From a merit standpoint, Custer has done everything he was supposed after returning to the Xfinity Series following a three-year stint in the Cup Series with Stewart-Haas. He claimed the championship with three wins last season in his return to the SHR Xfinity Series program and is the current championship leader, albeit without a win.

So, call it SHR or Haas Factory Team but Custer has always wanted to get back to racing in the Cup Series with a team that Haas owns and that his father oversees.

“Whenever I went back to this series, my goal was always to go back to cup, you know,” Custer said. “So, I’ve been trying to work on what I can do to get myself better over the past year and a half.
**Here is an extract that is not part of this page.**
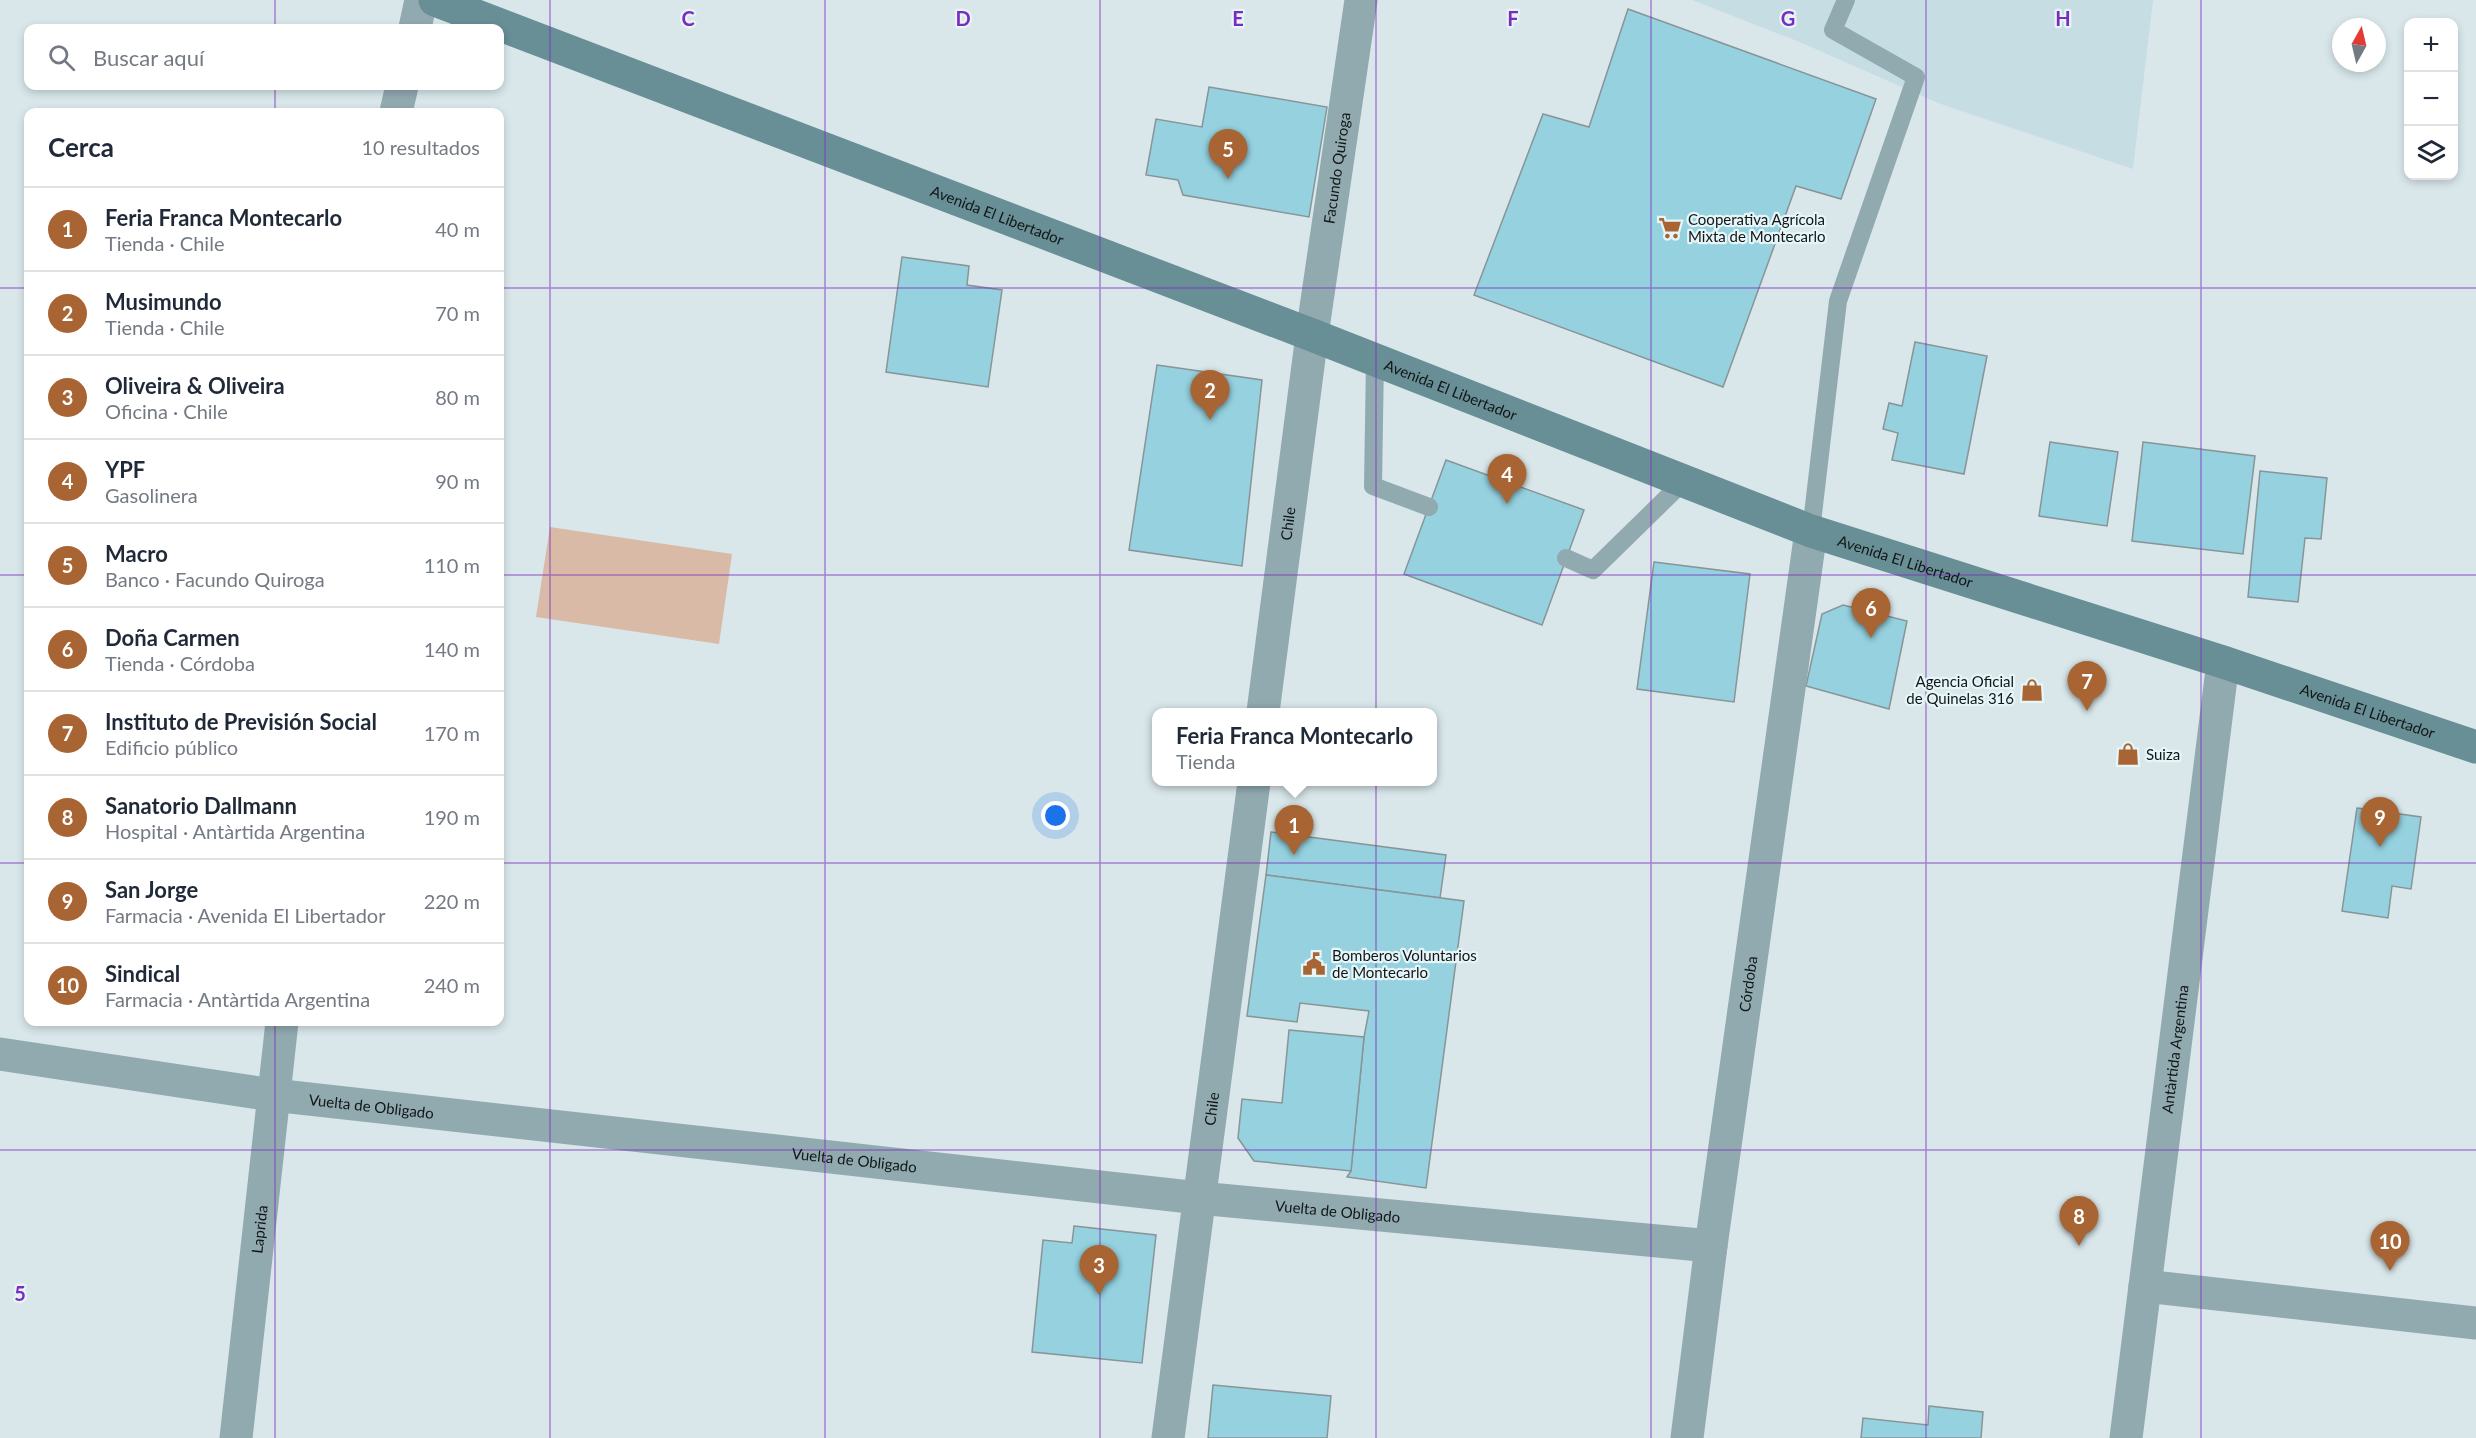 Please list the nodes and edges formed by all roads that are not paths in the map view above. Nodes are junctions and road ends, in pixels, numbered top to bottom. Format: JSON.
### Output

At the end of the day you try and do as best you can and you hope it all sorts itself out. I really don’t have much to say or anything right now.”

Custer won nine races over three Xfinity Series seasons in his first tenure, won a Cup race at Kentucky in 2020, and took his demotion with great maturity.

“I think the biggest thing is you’ve got to look yourself in the mirror,” Custer said. “You’ve got to figure out the ways that you can be better. You just can’t put it all off to the side and say that you’re good enough and that you don’t need to work on anything. You got to try and work on yourself and try and keep making gains in those areas. Cause at the end of the day, like it’s never always a perfect situation. You got to try and make the most of it and work with your team and try and fix problems. There’s very few weekends except for maybe the weekend when I showed up here 10 years ago, the truck’s just perfect. You’ve got to go out there and really work at it to make it how you want it to be. So you just got to work on those areas to keep that getting better and better.”

The biggest thing he needed to improve on, he says, was his communication with the team.

“I think just knowing how you need to communicate with your people,” he said. “If that isn’t right, it’s just not going to work and you just have to make sure that you can go out there and really work with your team and try and fix problems the best you can. And if you’re not able to talk with your team openly and really fix those problems that’s where it gets tough. So I think that would be the biggest thing that I’d probably learn from.”

For now, Haas Factory Team appears set to remain with Ford Performance and will operate out what is now the Stewart-Haas Racing shop in Kannapolis, North Carolina. It appears increasingly likely that Haas will rent space out of that building for a partner, like Front Row Motorsports, that could strengthen its competition interests.